Ribbons --- ONO!

	
	Conversion of O data into *.ss format.

	The associated O programs to determine real-space fit,
	to check carbonyl direction, and to check side chain
	rotamers are run and the ascii output saved.
	The output should be edited to contain 3 "title" lines,
	followed by the data for each residue in a chain.
	See the "*.com" files to do this on a VAX.
	These files are then processed to determine statistics
	and to assign a letter grade to each residue.
	The results should be pasted on to an existing *.ss file
	for color-coding by ribbons.



	Example output files from O:

		O-program	 output-file
		---------	-------------
		O_rsf		O_rsr_all.list 
		O_rsf		O_rsr_mc.list
		O_Pep_Flip	O_pep_flip.list
		O_rsc		O_chi.biglist
				(O_chi.list)

	    The file O_chi.list was produced as follows:

		awk -f reduce-chi.awk < O_chi.biglist > O_chi.list

	    These files are the first 10 residues from a protein.

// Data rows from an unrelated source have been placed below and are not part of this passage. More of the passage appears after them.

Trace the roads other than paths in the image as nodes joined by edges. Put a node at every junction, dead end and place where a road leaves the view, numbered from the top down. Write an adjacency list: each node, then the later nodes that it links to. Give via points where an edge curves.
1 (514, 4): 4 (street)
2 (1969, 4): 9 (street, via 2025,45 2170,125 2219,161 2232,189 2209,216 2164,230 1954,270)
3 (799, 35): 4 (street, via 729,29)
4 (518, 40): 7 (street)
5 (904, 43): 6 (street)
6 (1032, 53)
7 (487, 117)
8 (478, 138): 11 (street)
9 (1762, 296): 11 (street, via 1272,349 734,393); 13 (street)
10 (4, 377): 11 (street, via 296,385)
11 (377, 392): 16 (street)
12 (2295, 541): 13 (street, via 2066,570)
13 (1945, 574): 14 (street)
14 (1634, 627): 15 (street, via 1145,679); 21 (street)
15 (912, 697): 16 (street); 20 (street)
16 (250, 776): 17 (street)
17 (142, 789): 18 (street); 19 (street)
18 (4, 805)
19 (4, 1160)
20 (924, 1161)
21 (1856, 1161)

	Creation of the individual property/assignment files:

		awk -f O_rsfit.awk   < O_rsr_all.list  > rsr_all.s 
		awk -f O_rsfit.awk   < O_rsr_mc.list   > rsr_mc.s 
		awk -f O_pepflip.awk < O_pep_flip.list > pep_flip.s 
		awk -f O_chi.awk     < O_chi.list      > chi.s

	   The rsr files were edited to give unique names
	   (ie, changed default 'Orsr' to 'Oall' and 'Omc').

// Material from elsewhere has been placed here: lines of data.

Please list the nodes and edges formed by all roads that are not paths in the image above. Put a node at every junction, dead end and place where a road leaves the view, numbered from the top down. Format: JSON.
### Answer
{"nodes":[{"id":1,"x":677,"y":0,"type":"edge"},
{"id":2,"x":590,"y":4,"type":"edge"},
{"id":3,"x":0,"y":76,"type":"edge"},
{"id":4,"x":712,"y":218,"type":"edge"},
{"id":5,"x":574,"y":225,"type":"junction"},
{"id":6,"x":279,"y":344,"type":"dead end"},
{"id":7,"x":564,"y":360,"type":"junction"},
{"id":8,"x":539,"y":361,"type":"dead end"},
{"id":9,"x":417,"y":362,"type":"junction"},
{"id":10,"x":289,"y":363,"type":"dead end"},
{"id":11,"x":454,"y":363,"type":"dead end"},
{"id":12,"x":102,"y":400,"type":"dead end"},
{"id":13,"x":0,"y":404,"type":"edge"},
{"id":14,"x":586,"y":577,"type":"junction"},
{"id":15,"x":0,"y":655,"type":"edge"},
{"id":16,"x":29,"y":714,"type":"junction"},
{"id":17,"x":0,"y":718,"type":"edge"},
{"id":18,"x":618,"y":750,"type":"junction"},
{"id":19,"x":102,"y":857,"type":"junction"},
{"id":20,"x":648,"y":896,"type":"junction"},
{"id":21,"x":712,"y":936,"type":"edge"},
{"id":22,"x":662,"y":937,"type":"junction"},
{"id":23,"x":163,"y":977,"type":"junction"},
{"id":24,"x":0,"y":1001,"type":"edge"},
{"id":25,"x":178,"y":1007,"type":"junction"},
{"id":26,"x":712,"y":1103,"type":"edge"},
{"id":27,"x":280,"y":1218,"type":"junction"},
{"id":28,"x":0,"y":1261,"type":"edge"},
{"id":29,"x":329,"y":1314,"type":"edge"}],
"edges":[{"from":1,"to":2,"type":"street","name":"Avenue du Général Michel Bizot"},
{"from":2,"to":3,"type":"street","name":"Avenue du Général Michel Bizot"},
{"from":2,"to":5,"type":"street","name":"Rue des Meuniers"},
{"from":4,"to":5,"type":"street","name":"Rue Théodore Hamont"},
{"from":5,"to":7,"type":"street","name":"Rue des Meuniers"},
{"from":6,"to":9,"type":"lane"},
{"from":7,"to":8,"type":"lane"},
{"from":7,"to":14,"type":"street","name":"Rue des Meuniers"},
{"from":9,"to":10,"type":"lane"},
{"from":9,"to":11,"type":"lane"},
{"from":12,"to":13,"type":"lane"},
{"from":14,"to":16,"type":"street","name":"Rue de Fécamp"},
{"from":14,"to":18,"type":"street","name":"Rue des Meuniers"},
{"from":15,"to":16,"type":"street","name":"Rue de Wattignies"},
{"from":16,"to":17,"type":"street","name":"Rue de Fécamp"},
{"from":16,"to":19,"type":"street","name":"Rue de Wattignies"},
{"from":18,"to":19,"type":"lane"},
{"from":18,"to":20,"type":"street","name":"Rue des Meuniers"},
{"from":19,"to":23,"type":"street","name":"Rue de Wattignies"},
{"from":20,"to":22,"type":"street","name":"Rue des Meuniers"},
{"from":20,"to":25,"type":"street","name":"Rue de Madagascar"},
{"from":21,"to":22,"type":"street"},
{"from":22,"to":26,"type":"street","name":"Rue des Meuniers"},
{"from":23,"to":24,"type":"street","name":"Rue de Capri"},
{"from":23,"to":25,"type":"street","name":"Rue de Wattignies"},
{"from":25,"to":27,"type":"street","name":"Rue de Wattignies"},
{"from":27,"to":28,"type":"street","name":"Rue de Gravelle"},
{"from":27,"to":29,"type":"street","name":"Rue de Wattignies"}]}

	Creation of an *.ss file:

		paste pro-orig.ss *.s > pro-new.ss

	    The file pro-orig.ss was made with the standard ribbon
	    utilities pdb-pro-ss followed by pdb-rama-ss.
	    The new file was edited, throwing away all the statistics
	    from the title line.


	All at once:

		O-rsr-ss protein.ss O_rsr.list
		O-pep-ss protein.ss O_pep_flip.list
		O-chi-ss protein.ss O_chi.list

	    The scripts above have been placed in the ~ribbons/bin directory
	    that do the two steps above, adding the column of O information
	    to the existing *.ss file.


	Color-coding:

	    The assigned grade is 'A' thru 'F'. 
	    The file 'O.color' gives a mapping of cold thru hot.